Multi-Domain Learning with Global Expert Mapping

arXiv cs.CV / 4/22/2026

📰 NewsIdeas & Deep AnalysisModels & Research

Key Points

  • The paper addresses a common limitation of vision models: they often do not generalize well to new domains beyond their training distributions, motivating multi-dataset learning for robustness to domain shift.
  • It argues that existing Mixture-of-Experts (MoE) approaches can under-specialize because load-balancing encourages uniform routing, which conflicts with domain-aware specialization and hurts performance on rare or out-of-distribution domains.
  • The authors propose GEM (Global Expert Mapping), a planner–compiler framework that replaces the learned router with a global scheduler that computes dataset-to-expert assignments via linear programming relaxation.
  • A hierarchical rounding compiler then converts the fractional plan into a deterministic, capacity-aware routing map, aiming to avoid balancing loss and produce more interpretable routing behavior.
  • Experiments report that GEM-DINO reaches state-of-the-art results on the UODB benchmark, including gains on underrepresented datasets and improved behavior in few-shot adaptation by reducing task interference.

Abstract

Human perception generalizes well across different domains, but most vision models struggle beyond their training data.

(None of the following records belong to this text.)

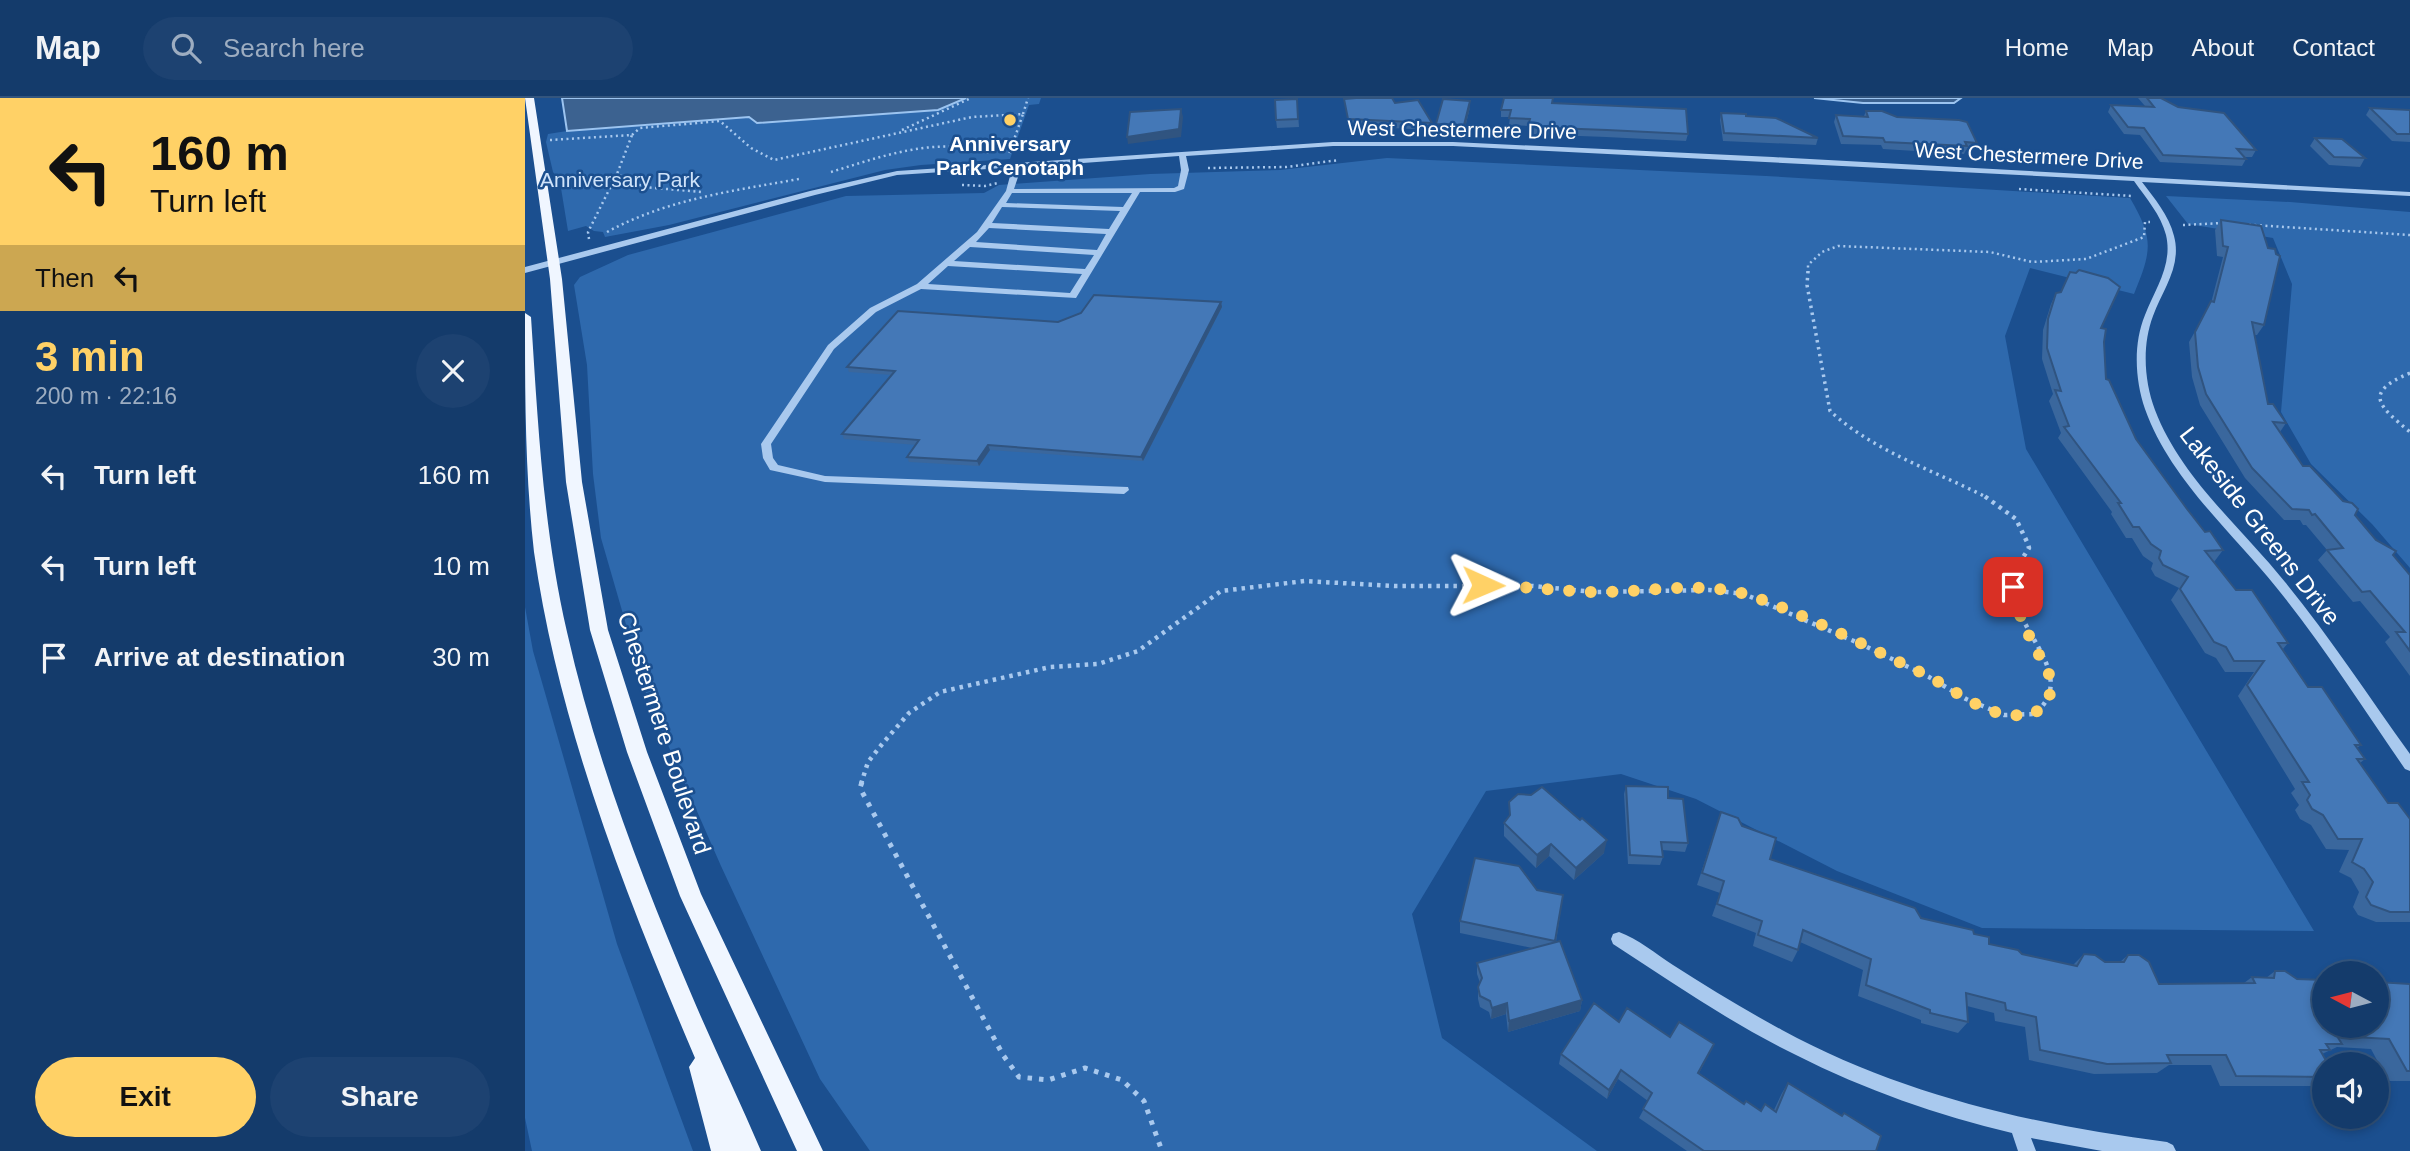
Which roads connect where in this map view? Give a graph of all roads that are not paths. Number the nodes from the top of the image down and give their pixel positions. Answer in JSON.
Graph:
{"nodes":[{"id":1,"x":529,"y":98,"type":"edge"},
{"id":2,"x":1182,"y":154,"type":"junction"},
{"id":3,"x":1025,"y":165,"type":"junction"},
{"id":4,"x":2137,"y":180,"type":"junction"},
{"id":5,"x":1010,"y":191,"type":"junction"},
{"id":6,"x":1136,"y":192,"type":"junction"},
{"id":7,"x":2410,"y":194,"type":"edge"},
{"id":8,"x":1001,"y":205,"type":"junction"},
{"id":9,"x":1126,"y":209,"type":"junction"},
{"id":10,"x":986,"y":225,"type":"junction"},
{"id":11,"x":1112,"y":232,"type":"junction"},
{"id":12,"x":968,"y":244,"type":"junction"},
{"id":13,"x":1099,"y":253,"type":"junction"},
{"id":14,"x":554,"y":262,"type":"junction"},
{"id":15,"x":946,"y":263,"type":"junction"},
{"id":16,"x":525,"y":270,"type":"edge"},
{"id":17,"x":1088,"y":272,"type":"junction"},
{"id":18,"x":920,"y":286,"type":"junction"},
{"id":19,"x":525,"y":317,"type":"edge"},
{"id":20,"x":1124,"y":490,"type":"dead end"},
{"id":21,"x":2410,"y":765,"type":"edge"},
{"id":22,"x":1619,"y":939,"type":"dead end"},
{"id":23,"x":686,"y":1013,"type":"junction"},
{"id":24,"x":2019,"y":1128,"type":"junction"},
{"id":25,"x":724,"y":1151,"type":"edge"},
{"id":26,"x":748,"y":1151,"type":"edge"},
{"id":27,"x":810,"y":1151,"type":"edge"},
{"id":28,"x":2027,"y":1151,"type":"edge"},
{"id":29,"x":2167,"y":1151,"type":"edge"}],
"edges":[{"from":1,"to":14,"type":"main road","name":"Chestermere Boulevard"},
{"from":2,"to":3,"type":"street","name":"West Chestermere Drive"},
{"from":2,"to":4,"type":"street","name":"West Chestermere Drive"},
{"from":2,"to":6,"type":"street"},
{"from":3,"to":5,"type":"street"},
{"from":3,"to":14,"type":"street","name":"West Chestermere Drive"},
{"from":4,"to":7,"type":"street","name":"West Chestermere Drive"},
{"from":4,"to":21,"type":"street","name":"Lakeside Greens Drive"},
{"from":5,"to":6,"type":"street"},
{"from":5,"to":8,"type":"street"},
{"from":6,"to":9,"type":"street"},
{"from":8,"to":9,"type":"street"},
{"from":8,"to":10,"type":"street"},
{"from":9,"to":11,"type":"street"},
{"from":10,"to":11,"type":"street"},
{"from":10,"to":12,"type":"street"},
{"from":11,"to":13,"type":"street"},
{"from":12,"to":13,"type":"street"},
{"from":12,"to":15,"type":"street"},
{"from":13,"to":17,"type":"street"},
{"from":14,"to":16,"type":"street","name":"West Chestermere Drive"},
{"from":14,"to":27,"type":"main road","name":"Chestermere Boulevard"},
{"from":15,"to":17,"type":"street"},
{"from":15,"to":18,"type":"street"},
{"from":17,"to":18,"type":"street"},
{"from":18,"to":20,"type":"street"},
{"from":19,"to":23,"type":"main road"},
{"from":22,"to":24,"type":"street"},
{"from":23,"to":25,"type":"main road"},
{"from":23,"to":26,"type":"main road"},
{"from":24,"to":28,"type":"street"},
{"from":24,"to":29,"type":"street"}]}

This gap motivates multi-dataset learning, where a single model is trained on diverse datasets to improve robustness under domain shifts. However, unified training remains challenging due to inconsistencies in data distributions and label semantics. Mixture-of-Experts (MoE) models provide a scalable solution by routing inputs to specialized subnetworks (experts). Yet, existing MoEs often fail to specialize effectively, as their load-balancing mechanisms enforce uniform input distribution across experts. This fairness conflicts with domain-aware routing, causing experts to learn redundant representations, and reducing performance especially on rare or out-of-distribution domains. We propose GEM (Global Expert Mapping), a planner-compiler framework that replaces the learned router with a global scheduler. Our planner, based on linear programming relaxation, computes a fractional assignment of datasets to experts, while the compiler applies hierarchical rounding to convert this soft plan into a deterministic, capacity-aware mapping. Unlike prior MoEs, GEM avoids balancing loss, resolves the conflict between fairness and specialization, and produces interpretable routing. Experiments show that GEM-DINO achieves state-of-the-art performance on the UODB benchmark, with notable gains on underrepresented datasets and solves task interference in few-shot adaptation scenarios.